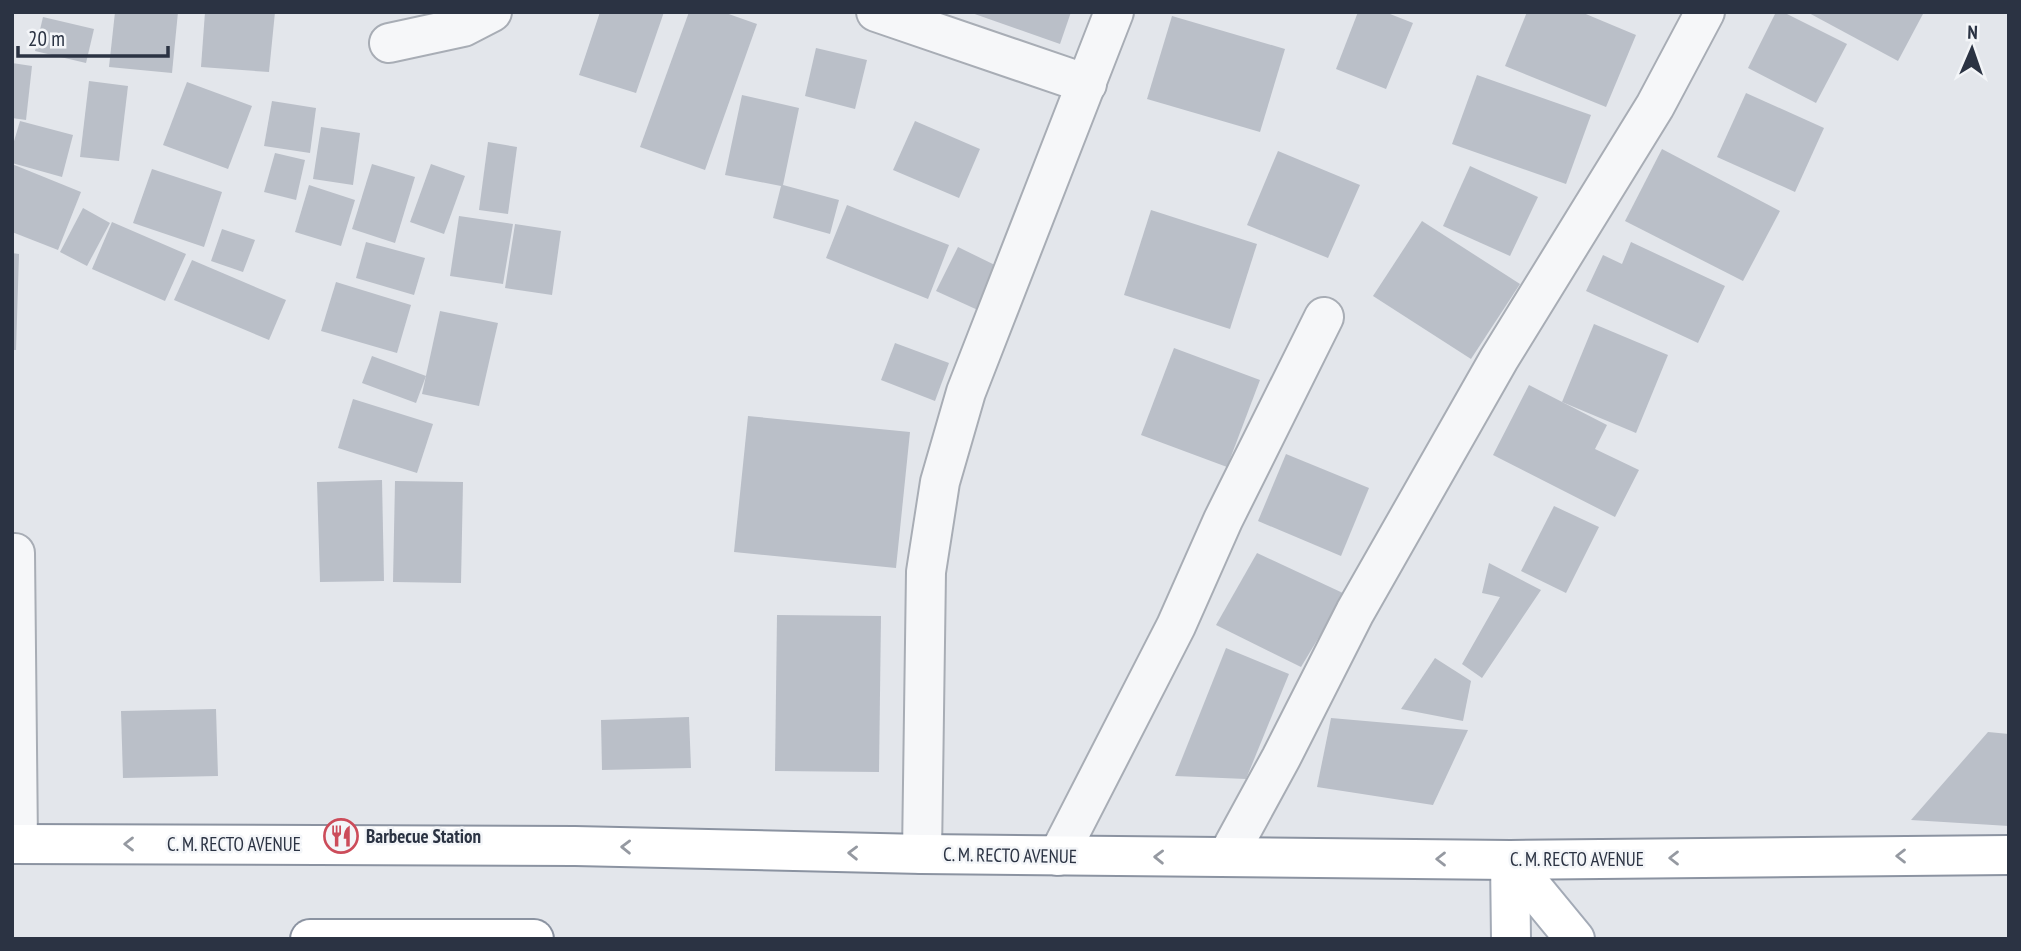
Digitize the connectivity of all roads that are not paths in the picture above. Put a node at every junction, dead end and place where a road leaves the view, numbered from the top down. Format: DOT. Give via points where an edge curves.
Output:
graph roads {
  1 [pos="492,12"];
  2 [pos="876,12"];
  3 [pos="1114,12"];
  4 [pos="1705,12"];
  5 [pos="389,43"];
  6 [pos="1087,84"];
  7 [pos="1324,317"];
  8 [pos="15,553"];
  9 [pos="15,844"];
  10 [pos="922,854"];
  11 [pos="2009,855"];
  12 [pos="1058,856"];
  13 [pos="1227,858"];
  14 [pos="1510,860"];
  15 [pos="510,938"];
  16 [pos="310,939"];
  17 [pos="534,939"];
  18 [pos="1511,939"];
  19 [pos="1575,939"];
  1 -- 5 [label="street" via="463,27"];
  2 -- 6 [label="street"];
  3 -- 6 [label="street"];
  4 -- 13 [label="street" via="1655,106 1499,359 1375,576"];
  6 -- 10 [label="street" via="966,392 940,482 926,572"];
  7 -- 12 [label="street" via="1176,626"];
  8 -- 9 [label="street"];
  10 -- 9 [label="main road, C. M. RECTO AVENUE, one-way" via="575,845"];
  10 -- 12 [label="main road, C. M. RECTO AVENUE"];
  11 -- 14 [label="main road, C. M. RECTO AVENUE, one-way"];
  13 -- 12 [label="main road, C. M. RECTO AVENUE, one-way"];
  14 -- 13 [label="main road, C. M. RECTO AVENUE, one-way"];
  14 -- 18 [label="main road"];
  14 -- 19 [label="main road"];
  15 -- 16 [label="main road"];
  15 -- 17 [label="main road"];
}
* * * * * * * * *
■ EXERCISE OBJECTIVE
Every entry above should be printed again exactly, except for the pictures.

■ RESPONSE AREA
Digitize the connectivity of all roads that are not paths in the picture above. Put a node at every junction, dead end and place where a road leaves the view, numbered from the top down. Format: DOT. Give via points where an edge curves.
Output:
graph roads {
  1 [pos="492,12"];
  2 [pos="876,12"];
  3 [pos="1114,12"];
  4 [pos="1705,12"];
  5 [pos="389,43"];
  6 [pos="1087,84"];
  7 [pos="1324,317"];
  8 [pos="15,553"];
  9 [pos="15,844"];
  10 [pos="922,854"];
  11 [pos="2009,855"];
  12 [pos="1058,856"];
  13 [pos="1227,858"];
  14 [pos="1510,860"];
  15 [pos="510,938"];
  16 [pos="310,939"];
  17 [pos="534,939"];
  18 [pos="1511,939"];
  19 [pos="1575,939"];
  1 -- 5 [label="street" via="463,27"];
  2 -- 6 [label="street"];
  3 -- 6 [label="street"];
  4 -- 13 [label="street" via="1655,106 1499,359 1375,576"];
  6 -- 10 [label="street" via="966,392 940,482 926,572"];
  7 -- 12 [label="street" via="1176,626"];
  8 -- 9 [label="street"];
  10 -- 9 [label="main road, C. M. RECTO AVENUE, one-way" via="575,845"];
  10 -- 12 [label="main road, C. M. RECTO AVENUE"];
  11 -- 14 [label="main road, C. M. RECTO AVENUE, one-way"];
  13 -- 12 [label="main road, C. M. RECTO AVENUE, one-way"];
  14 -- 13 [label="main road, C. M. RECTO AVENUE, one-way"];
  14 -- 18 [label="main road"];
  14 -- 19 [label="main road"];
  15 -- 16 [label="main road"];
  15 -- 17 [label="main road"];
}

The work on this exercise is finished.